材料準備や場の設定,子どもへの関わり方などの授業のディティールに「この授業で,こんな体験・学びをしてほしい」というメッセージを込め…教師自身の内に存在する<子ども>を駆動し…子どもと共に新たな意味や価値・イメージの生成を体験し,驚き・喜ぶ…そんな教師に一歩でも近づき,子どもたちの学びを支える図工の授業を創造したいという願いは,図工と子どもに関わる私たち共通の願いではないでしょうか。
本書は,子ども一人一人が,今を,未来を豊かに生きることにつながる図工の学びの場を創造するには何が必要なのかをテーマにします。

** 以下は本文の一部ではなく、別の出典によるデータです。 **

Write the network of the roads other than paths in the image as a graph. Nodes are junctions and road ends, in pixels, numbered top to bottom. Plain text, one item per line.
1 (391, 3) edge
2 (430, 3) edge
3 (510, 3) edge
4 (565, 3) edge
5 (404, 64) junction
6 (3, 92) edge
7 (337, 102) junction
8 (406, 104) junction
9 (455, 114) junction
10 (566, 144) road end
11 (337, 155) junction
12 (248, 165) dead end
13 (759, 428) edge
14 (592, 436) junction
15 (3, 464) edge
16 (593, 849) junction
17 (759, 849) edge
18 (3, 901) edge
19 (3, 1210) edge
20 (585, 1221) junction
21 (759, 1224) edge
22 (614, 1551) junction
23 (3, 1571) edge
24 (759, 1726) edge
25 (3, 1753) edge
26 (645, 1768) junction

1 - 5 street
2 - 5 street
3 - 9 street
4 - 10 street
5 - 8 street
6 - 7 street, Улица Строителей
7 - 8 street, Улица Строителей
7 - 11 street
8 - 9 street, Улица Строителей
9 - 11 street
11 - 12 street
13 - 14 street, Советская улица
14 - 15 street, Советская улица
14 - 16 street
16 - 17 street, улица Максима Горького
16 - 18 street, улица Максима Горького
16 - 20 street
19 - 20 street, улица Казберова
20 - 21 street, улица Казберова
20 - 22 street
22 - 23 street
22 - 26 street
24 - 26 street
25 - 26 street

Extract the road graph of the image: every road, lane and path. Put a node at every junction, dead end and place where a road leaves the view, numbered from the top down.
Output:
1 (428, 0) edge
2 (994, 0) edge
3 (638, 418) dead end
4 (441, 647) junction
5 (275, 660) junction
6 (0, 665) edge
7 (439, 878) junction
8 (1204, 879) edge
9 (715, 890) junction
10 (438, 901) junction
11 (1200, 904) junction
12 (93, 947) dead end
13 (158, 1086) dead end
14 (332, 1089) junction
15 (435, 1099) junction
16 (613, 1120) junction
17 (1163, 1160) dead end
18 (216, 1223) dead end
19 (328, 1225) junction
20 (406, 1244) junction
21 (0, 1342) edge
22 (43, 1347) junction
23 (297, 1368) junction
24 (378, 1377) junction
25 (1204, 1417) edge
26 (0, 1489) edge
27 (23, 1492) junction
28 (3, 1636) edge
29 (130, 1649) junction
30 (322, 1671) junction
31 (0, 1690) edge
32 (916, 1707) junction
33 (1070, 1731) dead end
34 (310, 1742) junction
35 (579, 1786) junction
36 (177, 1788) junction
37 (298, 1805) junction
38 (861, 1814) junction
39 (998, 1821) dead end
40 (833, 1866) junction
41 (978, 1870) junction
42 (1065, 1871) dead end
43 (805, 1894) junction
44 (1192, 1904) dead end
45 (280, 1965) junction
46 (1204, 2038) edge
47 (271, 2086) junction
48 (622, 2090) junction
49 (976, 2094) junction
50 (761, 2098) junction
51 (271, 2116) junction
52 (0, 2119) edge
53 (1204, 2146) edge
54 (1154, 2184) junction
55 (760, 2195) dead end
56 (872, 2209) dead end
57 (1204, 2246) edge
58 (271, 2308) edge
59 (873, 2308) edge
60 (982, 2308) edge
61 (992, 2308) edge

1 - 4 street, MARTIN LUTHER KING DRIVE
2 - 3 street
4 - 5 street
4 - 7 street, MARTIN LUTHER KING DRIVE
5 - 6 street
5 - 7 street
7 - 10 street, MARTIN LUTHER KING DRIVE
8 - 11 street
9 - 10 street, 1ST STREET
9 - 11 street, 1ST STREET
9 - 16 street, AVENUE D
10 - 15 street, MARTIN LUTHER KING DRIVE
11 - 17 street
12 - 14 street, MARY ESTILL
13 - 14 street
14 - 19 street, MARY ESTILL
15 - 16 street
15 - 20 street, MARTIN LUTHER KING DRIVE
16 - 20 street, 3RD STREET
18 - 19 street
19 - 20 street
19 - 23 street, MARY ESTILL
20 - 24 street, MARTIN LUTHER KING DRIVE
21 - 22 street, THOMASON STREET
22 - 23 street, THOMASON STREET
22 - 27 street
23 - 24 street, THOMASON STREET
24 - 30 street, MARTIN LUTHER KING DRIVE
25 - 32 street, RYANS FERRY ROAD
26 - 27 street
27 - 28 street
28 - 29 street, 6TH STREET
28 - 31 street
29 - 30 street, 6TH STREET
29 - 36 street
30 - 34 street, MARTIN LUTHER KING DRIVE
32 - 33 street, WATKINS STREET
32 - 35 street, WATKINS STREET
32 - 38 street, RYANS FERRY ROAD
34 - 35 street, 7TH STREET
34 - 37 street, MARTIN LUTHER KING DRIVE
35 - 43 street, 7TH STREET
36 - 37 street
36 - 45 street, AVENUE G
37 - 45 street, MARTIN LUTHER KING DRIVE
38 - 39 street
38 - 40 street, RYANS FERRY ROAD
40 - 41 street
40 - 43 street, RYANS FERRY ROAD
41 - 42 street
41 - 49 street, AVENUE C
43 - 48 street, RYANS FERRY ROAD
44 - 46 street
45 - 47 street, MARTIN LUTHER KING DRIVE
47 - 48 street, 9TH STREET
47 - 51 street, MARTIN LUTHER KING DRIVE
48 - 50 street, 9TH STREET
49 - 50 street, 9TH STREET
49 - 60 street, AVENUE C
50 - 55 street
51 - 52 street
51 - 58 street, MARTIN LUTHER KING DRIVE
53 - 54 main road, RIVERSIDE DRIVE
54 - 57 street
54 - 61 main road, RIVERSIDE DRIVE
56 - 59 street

子どもが色や形に関わり,新たな自分や世界を切り開く「未知への探索の旅」の主人公となって大いに活躍できるよう願い,私たち教師も,「未知の世界=子どもと図工と私自身の世界への探索の旅」に出かけ,学びの場づくりの鍵を見つけていきましょう。
《子どもとは,どのような存在か? そして,子どもの本質と図工はどのように関わるか?》《教師の願いと繊細な配慮を込めた,題材設定・材料準備とは?》《授業での子ども一人一人の表現やその変化をいかにして見とるのか?》《子どもに尊厳と自由を与える評価とは?》…など,探索の旅の過程で立ち上がる難問は,未知の世界への入り口でもあります。本書は,そのような難問に立ち向かうことで,これまでの授業から一歩ステップアップできるように,模範解答や解決マニュアルではなく,筆者と子どもたちの図工の時間=未知への探索の旅の過程を具体的に示し,指導のヒントとなる50のアイデアを提供します。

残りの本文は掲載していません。